A admiração de Sócrates por Júlio Pomar não se ficou por aqui. Já para a capa de uma edição especial do seu livro “A Confiança no Mundo”, resultado da sua dissertação de mestrado em Paris, Sócrates voltou a escolher Júlio Pomar. Esse livro, que o MP acredita ter tido um número de vendas “forjado”, Sócrates escolheu a obra de Júlio Pomar para a capa de uma edição especial.

Ainda segundo a acusação, o livro, com prefácio de Eduardo Lourenço, era para ser colocada no mercado por altura do Natal, mas que foi colocada à venda apenas em abril de 2014, por 22 euros.

A capa do livro de Sócrates da autoria de Júlio Pomar

Segundo o despacho que acusa Sócrates de três crimes de corrupção passiva de titular de cargo político, 16 de branqueamento de capitais, nove de falsificação de documento e três de fraude fiscal qualificada, a transferência de dinheiros da Suíça para Portugal, de forma a passarem depois para a esfera de Sócrates, começou em outubro de 2010 — simultaneamente a uma transferência de 800 mil euros de uma das empresas de Carlos Santos Silva, que consta no processo, a XLM “proveniente de ganhos gerados” através de “contratos de conveniência celebrados com o Grupo Lena e destinados a compensar intervenções favoráveis aquele grupo de empresas por parte do arguido José Sócrates”.
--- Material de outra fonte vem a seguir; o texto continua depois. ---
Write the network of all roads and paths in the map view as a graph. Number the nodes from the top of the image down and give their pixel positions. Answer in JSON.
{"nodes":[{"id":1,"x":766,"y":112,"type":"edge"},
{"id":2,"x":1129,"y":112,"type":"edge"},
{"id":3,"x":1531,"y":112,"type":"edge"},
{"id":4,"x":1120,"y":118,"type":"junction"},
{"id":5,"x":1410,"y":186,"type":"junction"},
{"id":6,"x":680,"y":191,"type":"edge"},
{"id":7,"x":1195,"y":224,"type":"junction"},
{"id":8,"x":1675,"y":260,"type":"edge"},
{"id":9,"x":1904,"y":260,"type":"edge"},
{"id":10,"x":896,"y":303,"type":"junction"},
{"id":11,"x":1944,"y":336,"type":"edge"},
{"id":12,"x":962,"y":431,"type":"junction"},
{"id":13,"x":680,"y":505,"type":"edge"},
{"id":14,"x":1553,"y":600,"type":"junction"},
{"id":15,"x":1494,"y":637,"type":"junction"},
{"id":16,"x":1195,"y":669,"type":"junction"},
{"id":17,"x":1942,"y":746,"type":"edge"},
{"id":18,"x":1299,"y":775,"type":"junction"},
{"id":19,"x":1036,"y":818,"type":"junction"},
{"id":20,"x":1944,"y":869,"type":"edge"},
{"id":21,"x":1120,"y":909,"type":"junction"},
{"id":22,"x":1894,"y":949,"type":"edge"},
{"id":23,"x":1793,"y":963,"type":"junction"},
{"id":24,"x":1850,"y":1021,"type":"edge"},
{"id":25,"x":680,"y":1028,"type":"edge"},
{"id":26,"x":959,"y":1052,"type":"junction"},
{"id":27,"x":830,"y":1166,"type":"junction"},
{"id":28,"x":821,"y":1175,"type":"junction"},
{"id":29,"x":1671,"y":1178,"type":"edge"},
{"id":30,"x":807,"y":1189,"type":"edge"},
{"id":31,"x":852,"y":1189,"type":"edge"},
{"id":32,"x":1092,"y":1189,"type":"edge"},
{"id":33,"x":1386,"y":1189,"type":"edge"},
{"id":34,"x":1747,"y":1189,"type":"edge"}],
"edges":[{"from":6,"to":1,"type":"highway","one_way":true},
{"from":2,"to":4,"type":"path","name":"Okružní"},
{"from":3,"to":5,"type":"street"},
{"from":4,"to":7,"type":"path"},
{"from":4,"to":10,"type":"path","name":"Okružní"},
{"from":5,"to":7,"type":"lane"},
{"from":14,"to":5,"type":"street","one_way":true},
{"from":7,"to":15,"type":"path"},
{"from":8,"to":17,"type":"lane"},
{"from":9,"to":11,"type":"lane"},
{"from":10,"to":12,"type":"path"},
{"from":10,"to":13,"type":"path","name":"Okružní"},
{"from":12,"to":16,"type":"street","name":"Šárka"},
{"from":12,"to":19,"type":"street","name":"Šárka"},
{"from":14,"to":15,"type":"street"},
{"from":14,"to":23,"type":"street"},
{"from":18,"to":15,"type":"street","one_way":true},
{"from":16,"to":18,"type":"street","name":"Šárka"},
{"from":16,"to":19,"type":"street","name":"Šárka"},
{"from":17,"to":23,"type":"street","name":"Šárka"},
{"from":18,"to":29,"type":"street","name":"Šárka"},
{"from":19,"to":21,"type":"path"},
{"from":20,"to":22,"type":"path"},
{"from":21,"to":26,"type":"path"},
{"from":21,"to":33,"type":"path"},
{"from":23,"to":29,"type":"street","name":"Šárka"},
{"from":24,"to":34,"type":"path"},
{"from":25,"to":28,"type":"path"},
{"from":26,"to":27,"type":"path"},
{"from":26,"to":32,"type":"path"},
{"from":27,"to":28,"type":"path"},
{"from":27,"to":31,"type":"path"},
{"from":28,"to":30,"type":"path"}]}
O MP refere que “Sócrates sabia que o seu património financeiro se encontrava misturado e que não era suscetível de ser dissociado, por terceiros, dos montantes” de Carlos Santos Silva. Assim, na tese da acusação, “na sequência do acordo mantido entre os dois arguidos”, além de levantamentos em dinheiro feitos pelo empresário amigo de Sócrates e entregues em mão, o arguido  decidiu que outra forma de pagamento seria através do pagamento de bens móveis, “nomeadamente, através da aquisição de obras de arte”. Os arguidos escolhiam obras com “boa cotação no mercado da arte” que “facilmente valorizariam”, lê-se na acusação.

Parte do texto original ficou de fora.